- What you will do -
Nothing but the listing below, retyped exactly, should appear in the answer.

- Data to examine -
....
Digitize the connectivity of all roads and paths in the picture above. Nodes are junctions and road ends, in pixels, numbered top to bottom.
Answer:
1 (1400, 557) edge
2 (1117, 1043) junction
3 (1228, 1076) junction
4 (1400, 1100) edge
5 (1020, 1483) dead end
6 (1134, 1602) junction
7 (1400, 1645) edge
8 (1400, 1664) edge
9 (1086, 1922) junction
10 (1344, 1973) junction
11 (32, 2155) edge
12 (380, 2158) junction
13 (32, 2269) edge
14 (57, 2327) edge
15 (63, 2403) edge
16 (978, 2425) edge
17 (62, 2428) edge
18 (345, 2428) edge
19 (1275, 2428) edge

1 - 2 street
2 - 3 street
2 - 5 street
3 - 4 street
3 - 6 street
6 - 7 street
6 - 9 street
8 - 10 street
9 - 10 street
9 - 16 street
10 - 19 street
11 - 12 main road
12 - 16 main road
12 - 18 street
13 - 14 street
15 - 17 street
....
- Your response -
Digitize the connectivity of all roads and paths in the picture above. Nodes are junctions and road ends, in pixels, numbered top to bottom.
Answer:
1 (1400, 557) edge
2 (1117, 1043) junction
3 (1228, 1076) junction
4 (1400, 1100) edge
5 (1020, 1483) dead end
6 (1134, 1602) junction
7 (1400, 1645) edge
8 (1400, 1664) edge
9 (1086, 1922) junction
10 (1344, 1973) junction
11 (32, 2155) edge
12 (380, 2158) junction
13 (32, 2269) edge
14 (57, 2327) edge
15 (63, 2403) edge
16 (978, 2425) edge
17 (62, 2428) edge
18 (345, 2428) edge
19 (1275, 2428) edge

1 - 2 street
2 - 3 street
2 - 5 street
3 - 4 street
3 - 6 street
6 - 7 street
6 - 9 street
8 - 10 street
9 - 10 street
9 - 16 street
10 - 19 street
11 - 12 main road
12 - 16 main road
12 - 18 street
13 - 14 street
15 - 17 street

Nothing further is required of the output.